Human pose images with coordinates
....................
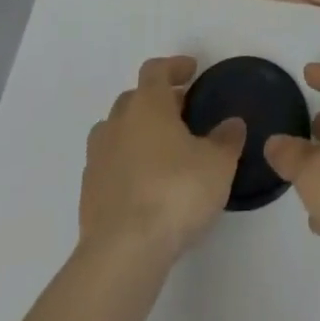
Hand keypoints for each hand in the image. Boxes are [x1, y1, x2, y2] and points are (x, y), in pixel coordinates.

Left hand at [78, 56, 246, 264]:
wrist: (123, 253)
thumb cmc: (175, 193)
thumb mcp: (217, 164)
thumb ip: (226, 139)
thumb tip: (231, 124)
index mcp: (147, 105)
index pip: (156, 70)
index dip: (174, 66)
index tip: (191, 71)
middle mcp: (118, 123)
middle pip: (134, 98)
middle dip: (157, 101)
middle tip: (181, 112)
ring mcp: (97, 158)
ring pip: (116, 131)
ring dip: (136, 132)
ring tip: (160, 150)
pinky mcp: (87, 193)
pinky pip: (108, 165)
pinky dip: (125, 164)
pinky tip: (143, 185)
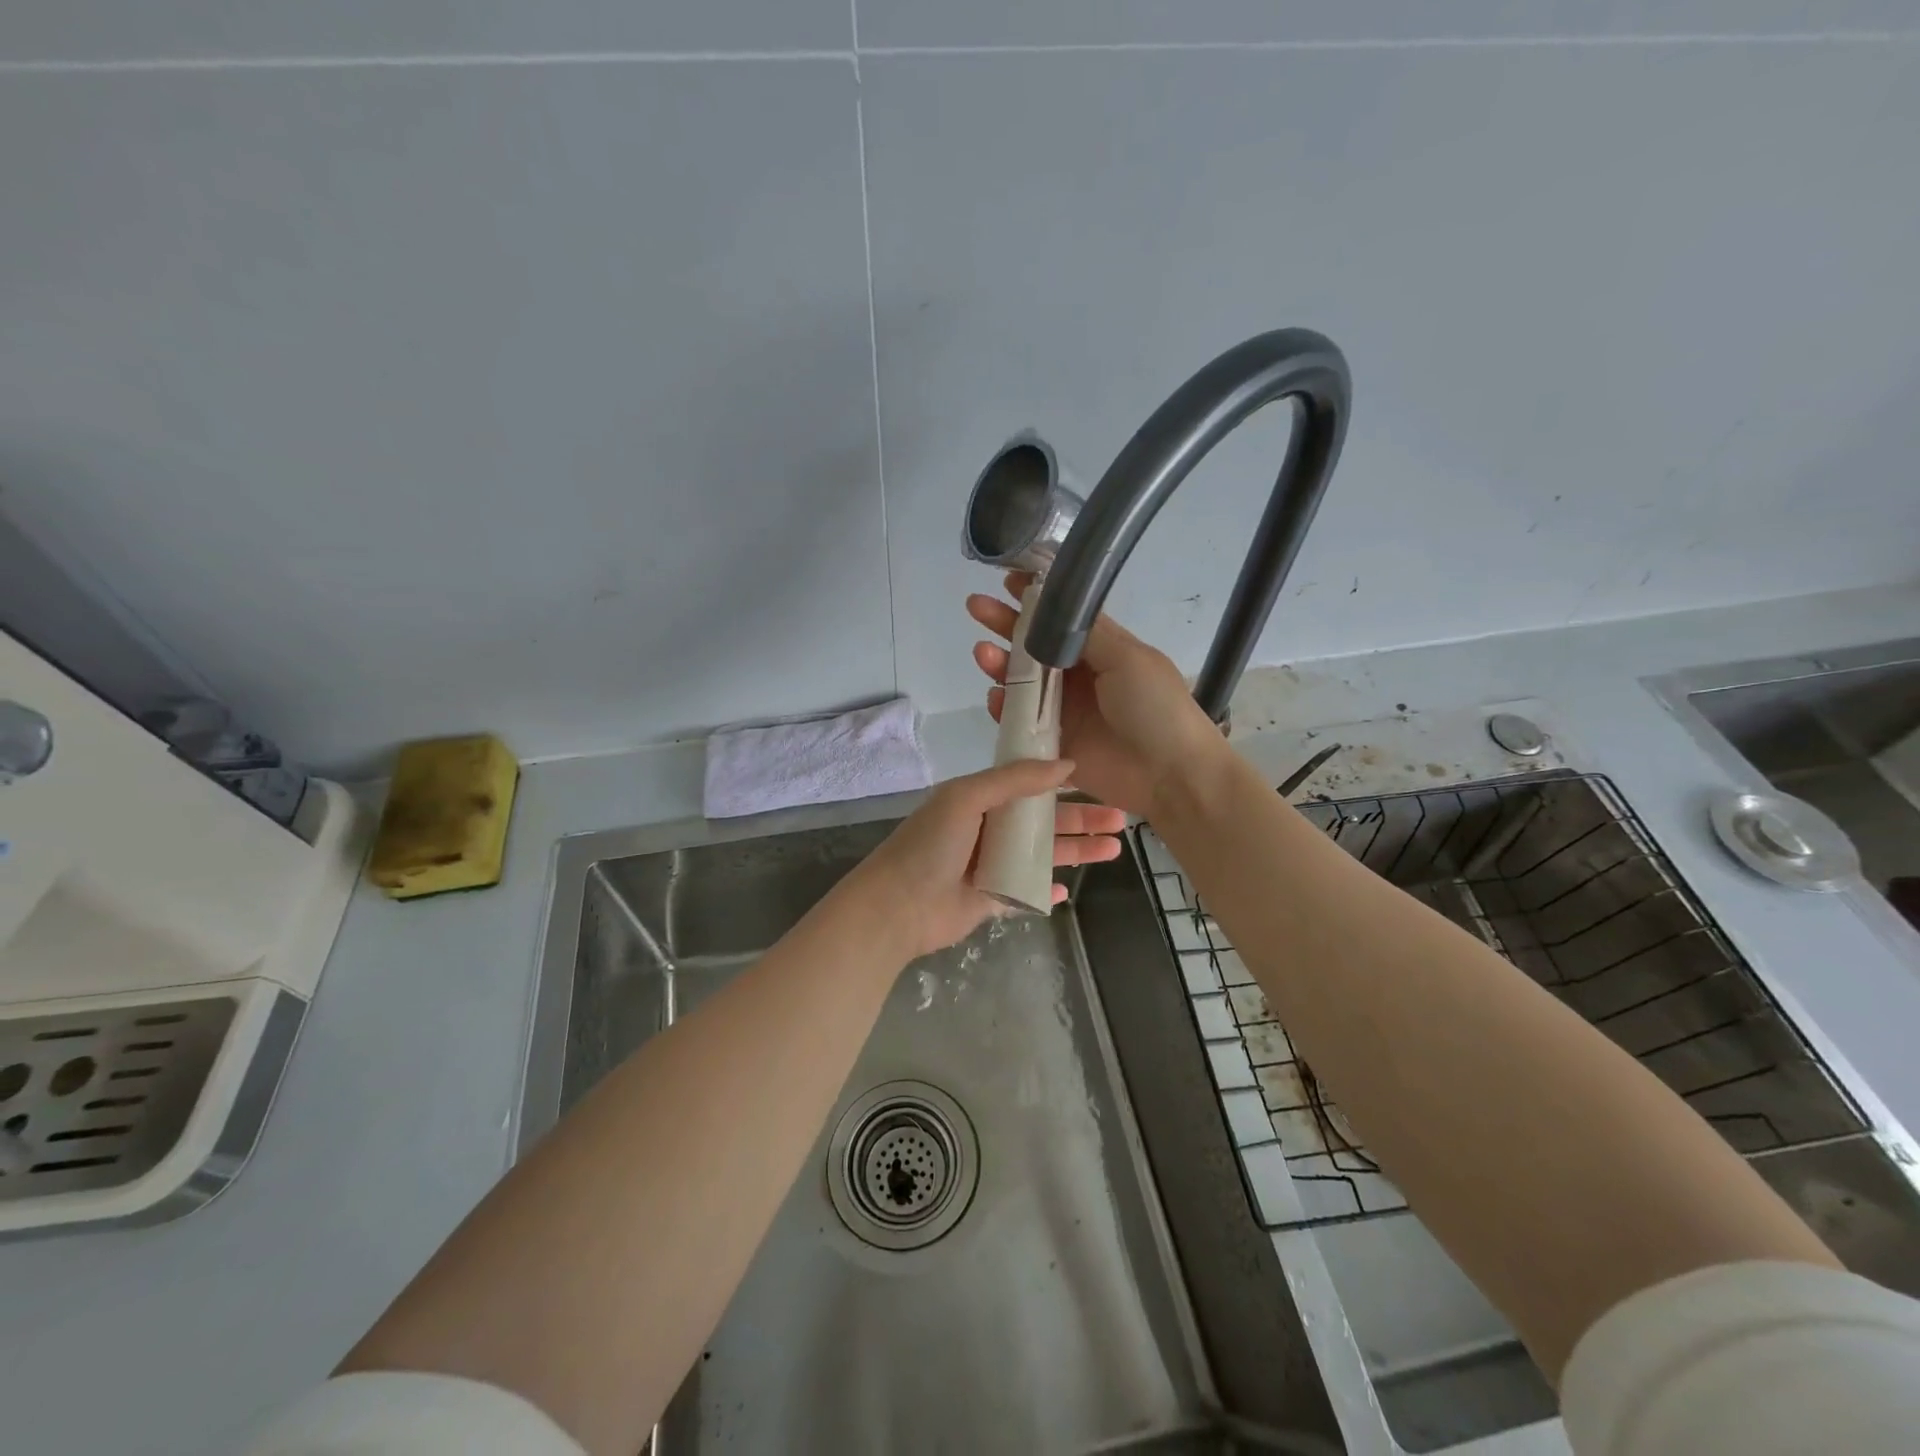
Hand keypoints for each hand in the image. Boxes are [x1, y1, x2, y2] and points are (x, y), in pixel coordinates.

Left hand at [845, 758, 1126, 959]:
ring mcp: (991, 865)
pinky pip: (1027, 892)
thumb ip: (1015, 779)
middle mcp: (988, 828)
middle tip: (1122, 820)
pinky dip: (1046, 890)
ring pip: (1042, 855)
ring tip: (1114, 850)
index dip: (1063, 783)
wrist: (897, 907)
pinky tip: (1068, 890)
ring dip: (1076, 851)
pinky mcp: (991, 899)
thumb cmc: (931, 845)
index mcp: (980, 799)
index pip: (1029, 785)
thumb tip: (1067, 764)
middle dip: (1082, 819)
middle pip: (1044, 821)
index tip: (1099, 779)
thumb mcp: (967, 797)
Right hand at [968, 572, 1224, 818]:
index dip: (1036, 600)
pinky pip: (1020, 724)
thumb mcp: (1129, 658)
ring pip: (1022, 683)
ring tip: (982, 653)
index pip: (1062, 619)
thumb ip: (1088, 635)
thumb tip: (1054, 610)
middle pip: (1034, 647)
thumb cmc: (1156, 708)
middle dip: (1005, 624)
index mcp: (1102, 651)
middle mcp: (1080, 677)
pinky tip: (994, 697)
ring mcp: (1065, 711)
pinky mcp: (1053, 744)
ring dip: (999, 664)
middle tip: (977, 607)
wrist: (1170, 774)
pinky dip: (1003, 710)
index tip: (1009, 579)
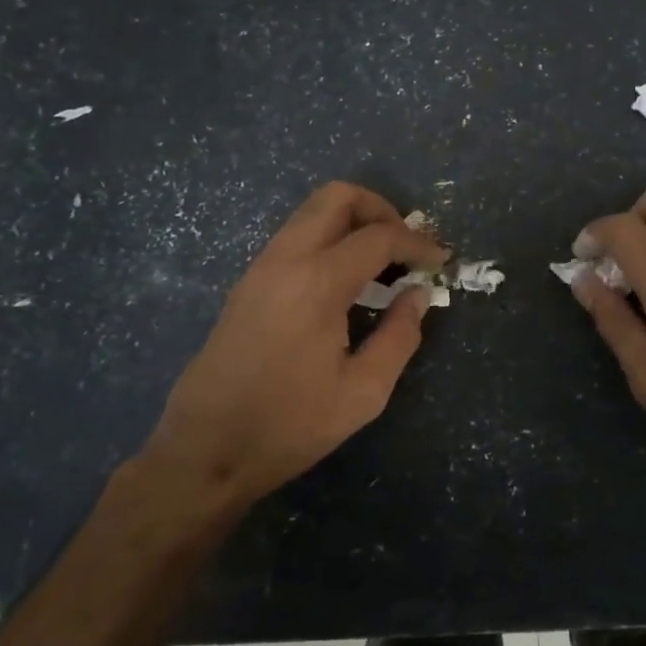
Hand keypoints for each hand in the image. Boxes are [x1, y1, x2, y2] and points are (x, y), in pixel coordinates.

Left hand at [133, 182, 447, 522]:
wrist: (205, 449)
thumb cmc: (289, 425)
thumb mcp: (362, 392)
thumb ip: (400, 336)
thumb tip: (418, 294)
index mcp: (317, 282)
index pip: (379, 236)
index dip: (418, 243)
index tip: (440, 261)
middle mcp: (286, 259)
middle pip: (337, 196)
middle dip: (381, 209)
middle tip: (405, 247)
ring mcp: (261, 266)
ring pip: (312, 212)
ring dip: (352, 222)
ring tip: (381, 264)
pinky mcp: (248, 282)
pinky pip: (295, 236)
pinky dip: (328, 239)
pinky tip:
....................
== THE PROBLEM ==
Only the lines from the one containing "pinky tip: (994, 697)" through the last line of the data may appear in the answer, each given again exactly and with pictures left out.

== YOUR SOLUTION ==
pinky tip: (994, 697)
ring mcp: (1065, 711)
pinky mcp: (1053, 744)
ring dip: (999, 664)
middle tip: (977, 607)
wrist: (1170, 774)
pinky dip: (1003, 710)
index tip: (1009, 579)
Hand keypoints for each hand in the image. Boxes are [x1, y1, x2, y2] and points are (x, y), in pixel coordinates.

Left hand at [133, 182, 447, 522]:
wrist: (205, 449)
thumb cmc: (289, 425)
thumb mcp: (362, 392)
thumb ip: (400, 336)
thumb tip: (418, 294)
index mcp: (317, 282)
index pip: (379, 236)
index dip: (418, 243)
index tip: (440, 261)
middle mcp: (286, 259)
middle pip: (337, 196)
middle dip: (381, 209)
middle tip: (405, 247)
ring mcp: (261, 266)
ring pip: (312, 212)
ring dip: (352, 222)
ring tip: (381, 264)
pinky mcp: (248, 282)
pinky pip: (295, 236)
pinky dip: (328, 239)
pinky tip:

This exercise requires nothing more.